Related: Why The Silent Treatment Never Works And 6 Ways To Communicate Better

  1. Focus on facts, not stories (these are big)
    This one is nice and dry. The truth is the fact that it is “what is,” for worse or better. The truth is the truth of what is happening or what happened; It’s not your assumption or your story about it. The story is your creative development and you take a stand, which is not reality. (Puff! Got that?)

Getting smarter by discerning the difference between your reaction time based on your story versus the fact of the matter will silence your tendency to overthink.

  1. Practice the Cognitive Behavioral Technique of “Thought Stop” (while acknowledging your emotion)
    Knowing when you start “down the rabbit hole” with repeating thoughts, rumination and overthinking is the key to stopping overthinking. What I do in session with my overthinking clients is model stopping by guiding them away from their unhealthy habit of creating stories.

I do this by identifying the feelings (usually anxiety or fear) that are driving their overthinking and proceeding to close the “story” they have made up, that is driving their repetitive thoughts. It’s as if I’m picking weeds from the lawn. I choose what we need to work through (the emotion) while weeding out the false story, which often causes discomfort and pain.

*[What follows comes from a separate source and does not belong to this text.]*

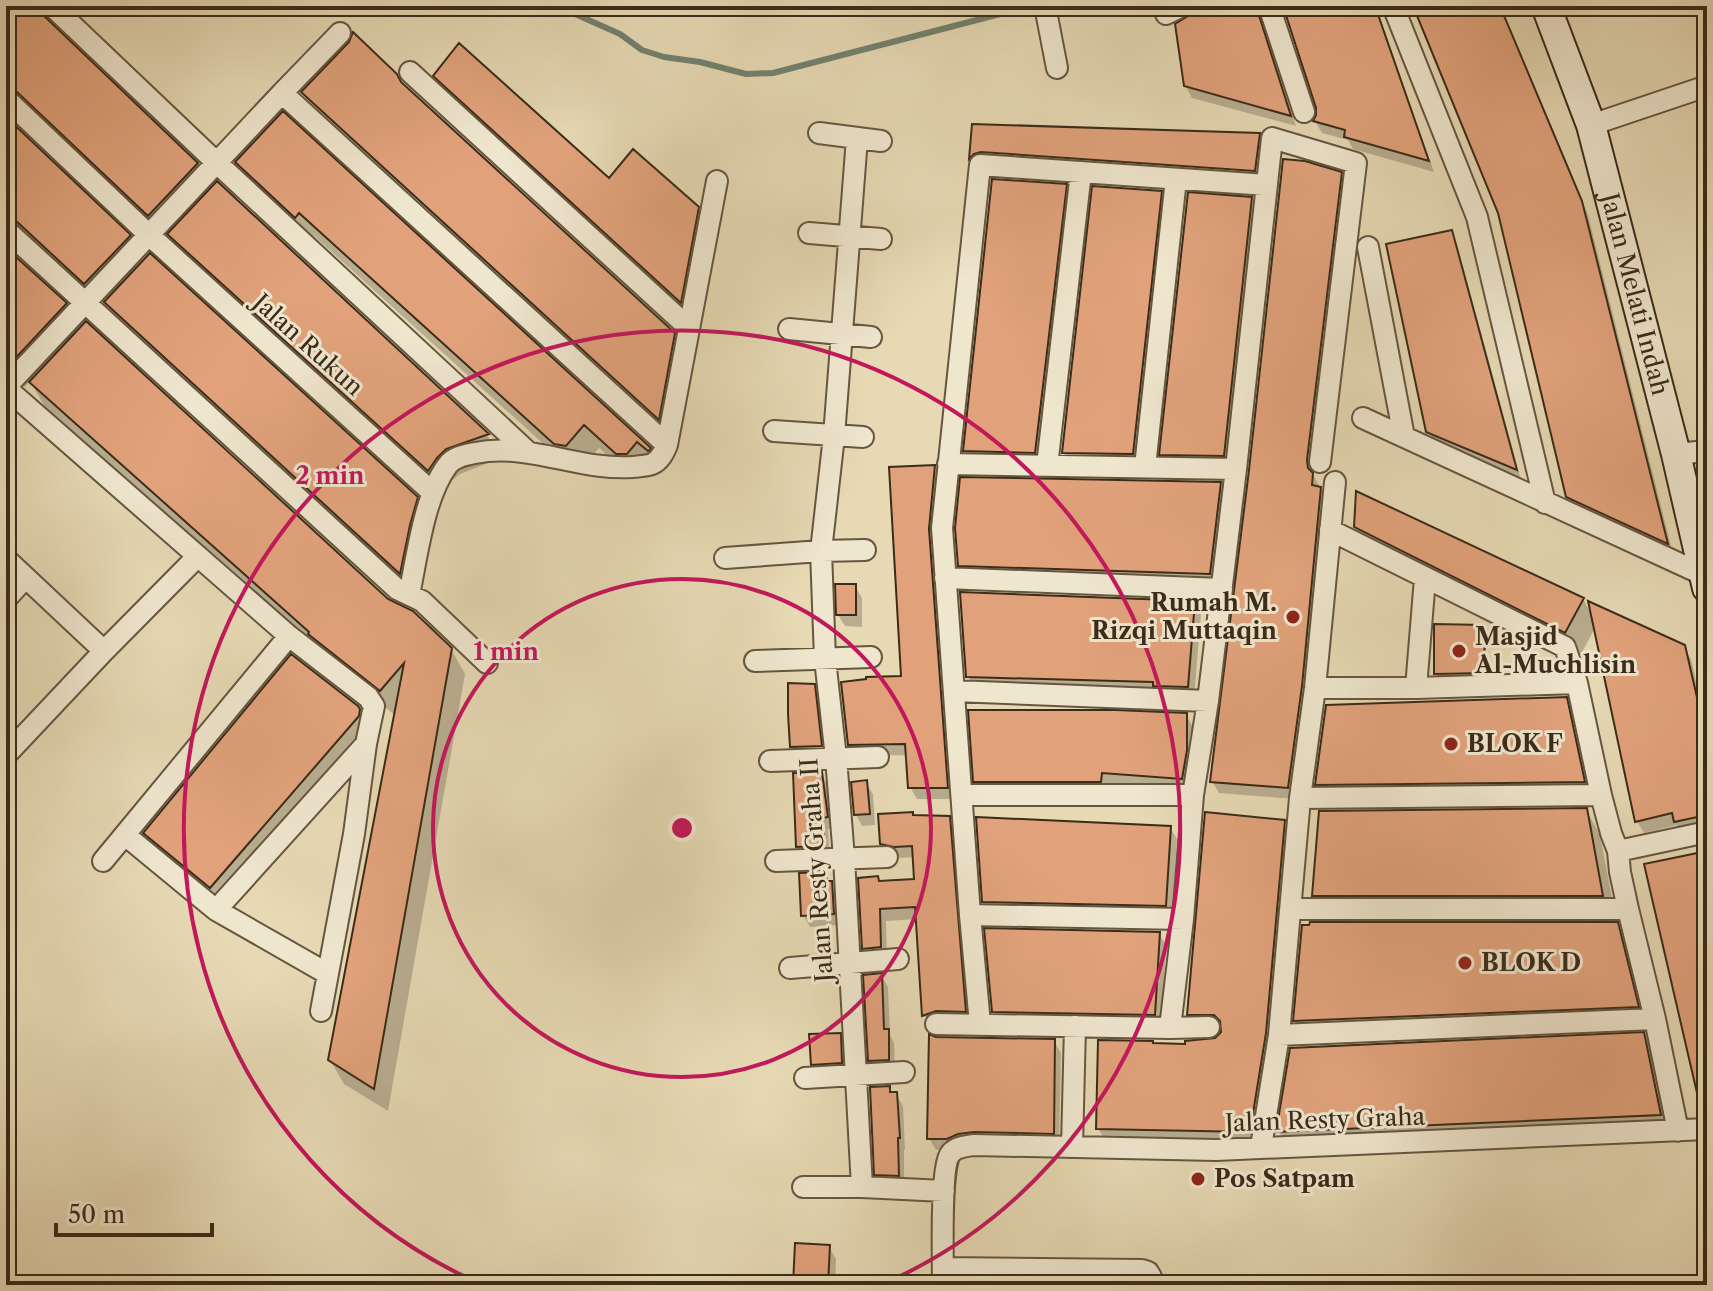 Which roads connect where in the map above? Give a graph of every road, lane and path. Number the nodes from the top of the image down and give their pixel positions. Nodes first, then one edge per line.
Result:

We usually react more from our fear and story of what might be, rather than what is actually.

  1. Move your body
    To be a healthy person, finding a way to get active and get your blood pumping is a must. There are very few things I will tell you that are essential, and this is one of them.

Through movement and breathing, we can help difficult emotions and stress “push” our system. Without movement, we become sluggish, flounder, and begin to hold on to hard feelings that can make us sick. Move your friends’ bodies. it’s huge.

Related: 5 Types Of Emotional Vampires: How To Identify Them and Protect Yourself

  1. Be curious / step away from what you know
    Whether it is a destination trip to a different part of your city that has not been explored, a weekend trip to a new place, or traveling out of the country, please go towards the unknown.

This is important because when we are drawn into our curiosity, we are simultaneously moving away from our routine and what we know. Our existence is required when we are not aware of our surroundings, which automatically brings us out of our heads and into our lives.

  1. Find some healthy distractions
    Find ways to engage in activities that help your brain focus such as crossword puzzles, a game of chess, reading, participating in a good movie, etc. These activities are like brain exercises and help focus your mind on something that will crush the tendency to ruminate, loop, or overthink. Our brains need exercise, too.

All and all, the biggest takeaway I want you to know is that you can do something about your overthinking. If your mind is controlling you, this is not how you should go about living your life. You are not stuck. Finding relief from overthinking is a matter of finding the right “tools”. Through awareness, practice, willingness to change, and a commitment to “doing the work,” over time you will find relief from your over-analytical ways.